Hosted documentation site

asterite · April 11, 2020, 3:34pm

One solution would be to run crystal docs in a sandboxed environment. Not HTTP connections allowed, just read and write from the local project directory.

straight-shoota · April 11, 2020, 4:07pm

Yes, that’s the general plan with the current behaviour of the docs generator.
But my idea was to maybe change the compiler to not allow run macro (or anything else that could do damage) when generating docs. This would help to make sure that when you can build docs locally, they also build on the docs server. It would also incentivise developers to write better docs because the documented API should really not be influenced by anything except the code that’s in the repository.

asterite · April 11, 2020, 4:52pm

I think macro run can create types and methods. If that’s the case, and if they are referenced elsewhere, crystal docs will just not work. Maybe not a big deal.

straight-shoota · April 11, 2020, 5:01pm

Yes, but I don’t think that’s good practice. Exactly for these reasons. The alternative is using a generator script and storing the generated code in the repo. That’s much more reliable and better allows to track changes.
I seriously doubt run macro is used much anyway, and even less so for generating public API. If it only generates nodoc code, it doesn’t matter for the doc generator.

arschles · April 13, 2020, 8:33pm

Agreed that a worker should generate docs behind the scenes and deploy the output to a static file server. I can get some cloud resources to do at least the static file hosting if folks want. Probably the background workers too.

I had been thinking about it over the weekend and wanted to write a proposal down. This is rough and I’m certainly ok with modifying/scrapping it!

CDN

I think Cloudflare is the best choice for a CDN to serve static files. It’s not tied to a major cloud provider, has a free tier, and greatly reduces the load on the origin server below.

Origin for the CDN

The CDN requires an origin server on a miss. @RX14 we can keep your colo server maybe? If you don’t want to keep running it I think the next best thing would be to use a cloud blob storage system like S3/Google cloud storage/Azure blob store (disclosure: I work in a MS Azure group. I don’t think it matters what we use in this case.

Background workers

This one is the most complex I think. I would split this up into a crawler and a processor that runs crystal docs and sends static files to the origin database.

Crawler

The simplest solution IMO is to run an endless loop somewhere on a managed platform so we don’t have to deploy to VMs. Some that I’ve personally used that work well for this kind of background processing

We discussed above that it checks the existing shardbox database. It can keep a HashMap of shards it’s already seen and send new ones to the processor via an API call.

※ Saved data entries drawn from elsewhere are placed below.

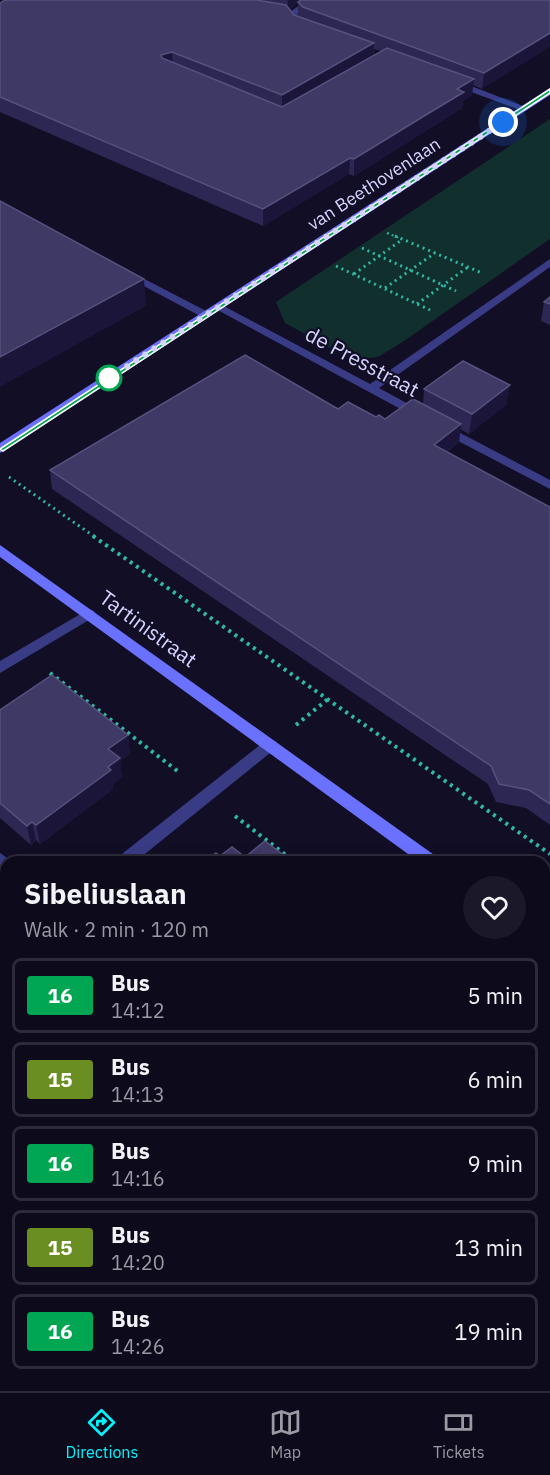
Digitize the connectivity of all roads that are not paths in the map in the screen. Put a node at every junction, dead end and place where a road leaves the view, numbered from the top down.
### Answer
1 (313, 0) edge
2 (278, 14) edge
3 (290, 16) junction
4 (298, 26) edge
5 (448, 81) edge
6 (550, 91) edge
7 (523, 108) junction
8 (550, 262) edge
9 (113, 265) edge
10 (218, 307) junction
11 (206, 315) junction
12 (370, 388) junction
13 (0, 449) edge
14 (550, 485) edge
15 (0, 550) edge
16 (89, 614) junction
17 (0, 668) edge
18 (270, 746) junction
19 (132, 856) edge
20 (423, 856) edge

1 - 3 street
2 - 3 street
3 - 4 street
5 - 7 street
6 - 7 street, van Beethovenlaan
7 - 10 street, van Beethovenlaan
8 - 12 street
9 - 11 street
10 - 11 street, van Beethovenlaan
10 - 12 street, de Presstraat
11 - 13 street, van Beethovenlaan
12 - 14 street, de Presstraat
15 - 16 street, Tartinistraat
16 - 17 street
16 - 18 street, Tartinistraat
18 - 19 street
18 - 20 street, Tartinistraat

If we are going to disallow macros, the crawler can just run crystal docs and we can ignore the processor section below. Otherwise, read on.

Processor

The processor is a server that handles API calls from the crawler and dispatches them to isolated runtimes that run crystal docs and send the static docs to the aforementioned CDN origin.

The Go playground executes arbitrary code with the gVisor secure container runtime and I think we can adopt some of their rough architecture: https://talks.golang.org/2019/playground-v3/playground-v3.slide#24.

We might find some ways to simplify this, but the basic idea of an HTTP server firing up a secure runtime sounds about right to me.

Let me know what you think.

RX14 · April 13, 2020, 8:53pm

I think the crawler already exists as part of shardbox. A CDN (cloudflare) in front of my server would be how I would deploy it. I don’t think there’s much need to split up the frontend from the documentation building prematurely. Worry about horizontal scaling when you need to scale. I don’t anticipate it in the near future.

First thing I’d work on would be the sandboxing, write a little crystal script which handles cloning the repo (or pulling), checking out the tag, and building the docs, along with copying them out. Then build a HTTP server to serve these files. Then make it do it on demand. Then make it show a progress bar while it’s building. Then integrate with the crawler.

This is just how I’d approach it, off the top of my head.

This is getting into the weeds a little bit though. I think we all agree on approach. The details of the plan never survive contact with the real world.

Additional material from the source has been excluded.